What you will do: Would you give the number of lines in the entries that contain the word "highway"? Nothing else is needed.

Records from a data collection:

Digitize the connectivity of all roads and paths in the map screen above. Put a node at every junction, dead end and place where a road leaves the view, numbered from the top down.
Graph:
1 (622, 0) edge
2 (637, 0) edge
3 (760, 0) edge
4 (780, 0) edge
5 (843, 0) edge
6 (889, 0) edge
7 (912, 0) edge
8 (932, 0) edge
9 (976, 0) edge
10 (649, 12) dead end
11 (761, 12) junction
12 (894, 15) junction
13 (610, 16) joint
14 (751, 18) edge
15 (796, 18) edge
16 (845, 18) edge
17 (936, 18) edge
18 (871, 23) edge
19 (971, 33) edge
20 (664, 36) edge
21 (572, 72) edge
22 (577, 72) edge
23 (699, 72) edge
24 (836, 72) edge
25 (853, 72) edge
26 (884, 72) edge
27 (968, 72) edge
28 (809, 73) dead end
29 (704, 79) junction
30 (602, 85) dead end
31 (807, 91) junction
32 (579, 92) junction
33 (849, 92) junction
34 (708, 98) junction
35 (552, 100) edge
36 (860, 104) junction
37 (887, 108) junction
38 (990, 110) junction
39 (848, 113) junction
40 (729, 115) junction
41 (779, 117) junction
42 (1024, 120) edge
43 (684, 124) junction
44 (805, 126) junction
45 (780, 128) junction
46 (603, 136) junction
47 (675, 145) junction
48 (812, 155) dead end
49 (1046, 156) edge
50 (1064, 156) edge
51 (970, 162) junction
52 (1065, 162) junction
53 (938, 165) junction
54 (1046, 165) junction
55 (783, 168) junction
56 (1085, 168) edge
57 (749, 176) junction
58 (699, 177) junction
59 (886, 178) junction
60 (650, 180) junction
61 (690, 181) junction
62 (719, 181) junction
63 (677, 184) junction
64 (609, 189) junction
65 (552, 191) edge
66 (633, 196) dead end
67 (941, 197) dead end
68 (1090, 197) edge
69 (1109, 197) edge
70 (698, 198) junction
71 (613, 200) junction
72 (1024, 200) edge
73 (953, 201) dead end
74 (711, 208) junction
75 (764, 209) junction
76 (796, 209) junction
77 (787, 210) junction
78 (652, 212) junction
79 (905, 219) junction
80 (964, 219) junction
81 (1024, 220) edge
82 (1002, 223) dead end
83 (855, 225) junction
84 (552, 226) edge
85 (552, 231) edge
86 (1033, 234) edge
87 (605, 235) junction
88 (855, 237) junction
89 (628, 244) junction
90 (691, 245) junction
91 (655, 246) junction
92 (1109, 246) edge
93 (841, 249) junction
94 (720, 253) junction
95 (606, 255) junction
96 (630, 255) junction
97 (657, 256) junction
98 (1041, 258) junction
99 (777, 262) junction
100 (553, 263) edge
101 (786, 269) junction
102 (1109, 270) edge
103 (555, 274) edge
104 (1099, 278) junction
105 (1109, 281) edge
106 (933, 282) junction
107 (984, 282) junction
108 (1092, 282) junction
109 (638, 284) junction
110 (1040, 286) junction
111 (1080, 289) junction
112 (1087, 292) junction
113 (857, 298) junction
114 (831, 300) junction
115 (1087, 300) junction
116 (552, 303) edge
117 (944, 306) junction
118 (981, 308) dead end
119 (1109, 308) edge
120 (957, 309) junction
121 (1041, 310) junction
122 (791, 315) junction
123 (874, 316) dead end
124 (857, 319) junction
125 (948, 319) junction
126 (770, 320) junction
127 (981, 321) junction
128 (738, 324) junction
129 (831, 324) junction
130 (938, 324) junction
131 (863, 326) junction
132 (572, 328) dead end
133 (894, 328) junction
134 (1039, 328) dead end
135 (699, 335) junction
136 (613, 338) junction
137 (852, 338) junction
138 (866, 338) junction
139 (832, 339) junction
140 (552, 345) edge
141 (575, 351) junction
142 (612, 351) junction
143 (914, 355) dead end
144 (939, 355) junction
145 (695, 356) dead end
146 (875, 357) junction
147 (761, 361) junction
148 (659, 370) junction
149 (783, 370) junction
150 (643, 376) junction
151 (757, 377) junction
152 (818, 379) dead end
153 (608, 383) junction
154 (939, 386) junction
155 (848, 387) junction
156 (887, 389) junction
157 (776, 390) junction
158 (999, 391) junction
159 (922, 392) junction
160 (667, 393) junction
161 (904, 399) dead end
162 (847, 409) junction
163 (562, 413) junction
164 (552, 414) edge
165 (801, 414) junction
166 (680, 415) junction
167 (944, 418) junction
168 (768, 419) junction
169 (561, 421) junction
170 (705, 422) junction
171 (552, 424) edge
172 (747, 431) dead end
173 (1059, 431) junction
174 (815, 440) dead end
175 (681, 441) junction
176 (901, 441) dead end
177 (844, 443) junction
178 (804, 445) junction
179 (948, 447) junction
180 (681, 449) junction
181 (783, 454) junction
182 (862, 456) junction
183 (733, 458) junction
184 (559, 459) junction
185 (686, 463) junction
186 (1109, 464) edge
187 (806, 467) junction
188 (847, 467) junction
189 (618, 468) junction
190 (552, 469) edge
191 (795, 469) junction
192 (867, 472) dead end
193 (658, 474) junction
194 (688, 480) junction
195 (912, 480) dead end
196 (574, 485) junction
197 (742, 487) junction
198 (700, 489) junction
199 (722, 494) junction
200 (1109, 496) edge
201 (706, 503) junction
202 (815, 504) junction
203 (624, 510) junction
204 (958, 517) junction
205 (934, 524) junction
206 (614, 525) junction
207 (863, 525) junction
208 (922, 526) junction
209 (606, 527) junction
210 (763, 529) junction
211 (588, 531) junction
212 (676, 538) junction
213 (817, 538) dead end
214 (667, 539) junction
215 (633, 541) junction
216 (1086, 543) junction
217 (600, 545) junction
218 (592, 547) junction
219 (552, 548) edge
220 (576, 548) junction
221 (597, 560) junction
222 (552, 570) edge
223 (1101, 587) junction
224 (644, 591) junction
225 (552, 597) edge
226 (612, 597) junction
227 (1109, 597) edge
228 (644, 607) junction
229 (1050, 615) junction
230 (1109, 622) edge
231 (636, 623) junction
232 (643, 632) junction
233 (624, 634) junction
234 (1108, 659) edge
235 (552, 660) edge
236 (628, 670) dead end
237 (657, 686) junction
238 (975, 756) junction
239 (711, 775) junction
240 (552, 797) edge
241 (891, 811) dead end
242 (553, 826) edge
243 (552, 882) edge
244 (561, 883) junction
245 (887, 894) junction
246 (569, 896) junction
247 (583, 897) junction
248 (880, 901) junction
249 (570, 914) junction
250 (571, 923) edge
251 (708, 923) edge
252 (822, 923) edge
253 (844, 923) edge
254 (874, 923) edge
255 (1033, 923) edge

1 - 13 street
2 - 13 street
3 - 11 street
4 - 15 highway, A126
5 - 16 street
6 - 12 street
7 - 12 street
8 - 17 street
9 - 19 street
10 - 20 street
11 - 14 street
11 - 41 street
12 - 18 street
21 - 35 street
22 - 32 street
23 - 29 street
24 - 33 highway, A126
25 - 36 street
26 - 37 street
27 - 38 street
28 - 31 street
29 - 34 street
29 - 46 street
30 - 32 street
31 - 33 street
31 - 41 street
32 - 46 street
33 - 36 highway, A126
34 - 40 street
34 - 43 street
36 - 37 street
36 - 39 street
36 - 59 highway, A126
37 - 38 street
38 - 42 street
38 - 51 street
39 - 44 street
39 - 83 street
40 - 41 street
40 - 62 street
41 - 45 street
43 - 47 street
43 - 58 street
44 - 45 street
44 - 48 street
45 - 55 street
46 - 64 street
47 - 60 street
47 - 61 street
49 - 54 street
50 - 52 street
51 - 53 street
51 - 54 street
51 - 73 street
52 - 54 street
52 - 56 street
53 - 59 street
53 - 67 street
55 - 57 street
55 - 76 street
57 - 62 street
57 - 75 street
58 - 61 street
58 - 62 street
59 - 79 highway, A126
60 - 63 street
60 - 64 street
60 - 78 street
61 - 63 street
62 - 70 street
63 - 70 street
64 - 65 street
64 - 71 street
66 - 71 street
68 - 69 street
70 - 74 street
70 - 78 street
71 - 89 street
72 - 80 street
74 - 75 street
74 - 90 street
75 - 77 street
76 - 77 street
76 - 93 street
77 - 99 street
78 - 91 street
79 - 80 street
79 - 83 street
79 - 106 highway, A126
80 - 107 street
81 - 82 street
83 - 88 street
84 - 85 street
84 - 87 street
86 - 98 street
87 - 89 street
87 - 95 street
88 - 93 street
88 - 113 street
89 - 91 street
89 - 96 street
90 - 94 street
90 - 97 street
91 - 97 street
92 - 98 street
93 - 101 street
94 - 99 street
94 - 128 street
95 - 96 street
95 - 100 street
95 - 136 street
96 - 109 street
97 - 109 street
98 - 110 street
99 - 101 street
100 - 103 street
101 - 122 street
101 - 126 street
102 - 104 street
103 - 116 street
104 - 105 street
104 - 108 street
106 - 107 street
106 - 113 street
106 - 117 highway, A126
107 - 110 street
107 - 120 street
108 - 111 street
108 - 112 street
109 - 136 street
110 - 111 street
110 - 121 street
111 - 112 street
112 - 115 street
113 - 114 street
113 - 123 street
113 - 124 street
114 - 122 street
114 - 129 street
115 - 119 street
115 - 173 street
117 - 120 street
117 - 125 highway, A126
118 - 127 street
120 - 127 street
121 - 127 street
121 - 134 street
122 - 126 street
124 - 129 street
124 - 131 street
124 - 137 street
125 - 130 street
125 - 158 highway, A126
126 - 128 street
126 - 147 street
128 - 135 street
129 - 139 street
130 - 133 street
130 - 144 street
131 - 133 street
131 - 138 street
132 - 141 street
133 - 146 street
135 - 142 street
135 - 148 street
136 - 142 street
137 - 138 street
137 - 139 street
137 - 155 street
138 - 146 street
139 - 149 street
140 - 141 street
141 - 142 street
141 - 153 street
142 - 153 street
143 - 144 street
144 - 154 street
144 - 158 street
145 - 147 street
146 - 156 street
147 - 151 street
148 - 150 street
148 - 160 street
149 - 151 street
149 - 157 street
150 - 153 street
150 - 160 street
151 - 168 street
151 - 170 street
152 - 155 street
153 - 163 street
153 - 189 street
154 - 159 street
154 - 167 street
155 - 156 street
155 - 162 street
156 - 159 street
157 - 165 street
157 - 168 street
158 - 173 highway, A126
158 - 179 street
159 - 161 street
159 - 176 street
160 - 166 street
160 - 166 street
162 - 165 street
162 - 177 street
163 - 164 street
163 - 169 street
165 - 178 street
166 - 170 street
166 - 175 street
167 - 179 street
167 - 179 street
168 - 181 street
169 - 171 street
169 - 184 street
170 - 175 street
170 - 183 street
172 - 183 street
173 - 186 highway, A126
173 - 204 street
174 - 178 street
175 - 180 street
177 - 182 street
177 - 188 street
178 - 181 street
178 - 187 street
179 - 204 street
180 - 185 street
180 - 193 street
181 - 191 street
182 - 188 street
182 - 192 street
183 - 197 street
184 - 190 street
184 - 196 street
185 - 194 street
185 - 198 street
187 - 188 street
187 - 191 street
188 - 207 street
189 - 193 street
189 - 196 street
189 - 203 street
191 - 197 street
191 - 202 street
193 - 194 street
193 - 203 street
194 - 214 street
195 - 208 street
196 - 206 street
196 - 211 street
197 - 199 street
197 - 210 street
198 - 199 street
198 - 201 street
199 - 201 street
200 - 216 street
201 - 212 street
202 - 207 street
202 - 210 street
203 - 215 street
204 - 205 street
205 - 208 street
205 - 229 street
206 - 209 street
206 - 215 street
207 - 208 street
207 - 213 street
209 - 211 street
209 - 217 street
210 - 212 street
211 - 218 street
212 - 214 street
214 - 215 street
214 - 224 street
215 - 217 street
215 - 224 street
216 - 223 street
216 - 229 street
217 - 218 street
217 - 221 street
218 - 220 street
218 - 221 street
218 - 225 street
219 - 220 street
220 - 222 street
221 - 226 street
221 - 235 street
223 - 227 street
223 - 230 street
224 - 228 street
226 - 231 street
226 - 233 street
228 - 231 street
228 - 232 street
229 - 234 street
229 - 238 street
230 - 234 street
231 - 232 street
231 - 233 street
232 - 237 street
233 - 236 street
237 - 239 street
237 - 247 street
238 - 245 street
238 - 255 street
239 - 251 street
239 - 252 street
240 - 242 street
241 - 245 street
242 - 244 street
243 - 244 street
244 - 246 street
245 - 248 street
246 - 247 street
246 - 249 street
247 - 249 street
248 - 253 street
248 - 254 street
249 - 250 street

Worked solution: 11